■ Records supplied:
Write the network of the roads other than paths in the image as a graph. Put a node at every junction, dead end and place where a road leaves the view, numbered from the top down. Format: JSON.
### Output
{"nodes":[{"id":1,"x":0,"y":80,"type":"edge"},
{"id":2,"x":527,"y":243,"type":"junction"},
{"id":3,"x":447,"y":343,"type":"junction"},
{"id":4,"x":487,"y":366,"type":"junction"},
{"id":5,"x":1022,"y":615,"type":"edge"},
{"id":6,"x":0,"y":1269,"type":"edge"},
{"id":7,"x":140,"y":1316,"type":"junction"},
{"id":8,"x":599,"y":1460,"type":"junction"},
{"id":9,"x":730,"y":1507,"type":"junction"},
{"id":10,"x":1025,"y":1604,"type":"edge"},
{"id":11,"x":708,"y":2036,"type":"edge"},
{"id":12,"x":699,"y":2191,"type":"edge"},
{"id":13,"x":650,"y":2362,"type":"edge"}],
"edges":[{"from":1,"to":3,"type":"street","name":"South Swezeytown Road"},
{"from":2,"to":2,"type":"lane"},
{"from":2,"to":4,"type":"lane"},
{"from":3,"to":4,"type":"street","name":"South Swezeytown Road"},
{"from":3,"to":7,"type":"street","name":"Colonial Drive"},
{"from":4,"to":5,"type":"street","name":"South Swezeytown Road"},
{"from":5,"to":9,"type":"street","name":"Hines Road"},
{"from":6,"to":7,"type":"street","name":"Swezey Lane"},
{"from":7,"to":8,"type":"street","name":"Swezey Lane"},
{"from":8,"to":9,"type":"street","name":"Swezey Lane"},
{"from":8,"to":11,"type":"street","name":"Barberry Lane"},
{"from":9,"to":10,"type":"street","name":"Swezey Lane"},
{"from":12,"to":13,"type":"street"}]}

■ Your objective: What's wanted here is every record, retyped exactly as shown above.

■ Response for this exercise:
Write the network of the roads other than paths in the image as a graph. Put a node at every junction, dead end and place where a road leaves the view, numbered from the top down. Format: JSON.
### Output
{"nodes":[{"id":1,"x":0,"y":80,"type":"edge"},
{"id":2,"x":527,"y":243,"type":"junction"},
{"id":3,"x":447,"y":343,"type":"junction"},
{"id":4,"x":487,"y":366,"type":"junction"},
{"id":5,"x":1022,"y":615,"type":"edge"},
{"id":6,"x":0,"y":1269,"type":"edge"},
{"id":7,"x":140,"y":1316,"type":"junction"},
{"id":8,"x":599,"y":1460,"type":"junction"},
{"id":9,"x":730,"y":1507,"type":"junction"},
{"id":10,"x":1025,"y":1604,"type":"edge"},
{"id":11,"x":708,"y":2036,"type":"edge"},
{"id":12,"x":699,"y":2191,"type":"edge"},
{"id":13,"x":650,"y":2362,"type":"edge"}],
"edges":[{"from":1,"to":3,"type":"street","name":"South Swezeytown Road"},
{"from":2,"to":2,"type":"lane"},
{"from":2,"to":4,"type":"lane"},
{"from":3,"to":4,"type":"street","name":"South Swezeytown Road"},
{"from":3,"to":7,"type":"street","name":"Colonial Drive"},
{"from":4,"to":5,"type":"street","name":"South Swezeytown Road"},
{"from":5,"to":9,"type":"street","name":"Hines Road"},
{"from":6,"to":7,"type":"street","name":"Swezey Lane"},
{"from":7,"to":8,"type":"street","name":"Swezey Lane"},
{"from":8,"to":9,"type":"street","name":"Swezey Lane"},
{"from":8,"to":11,"type":"street","name":"Barberry Lane"},
{"from":9,"to":10,"type":"street","name":"Swezey Lane"},
{"from":12,"to":13,"type":"street"}]}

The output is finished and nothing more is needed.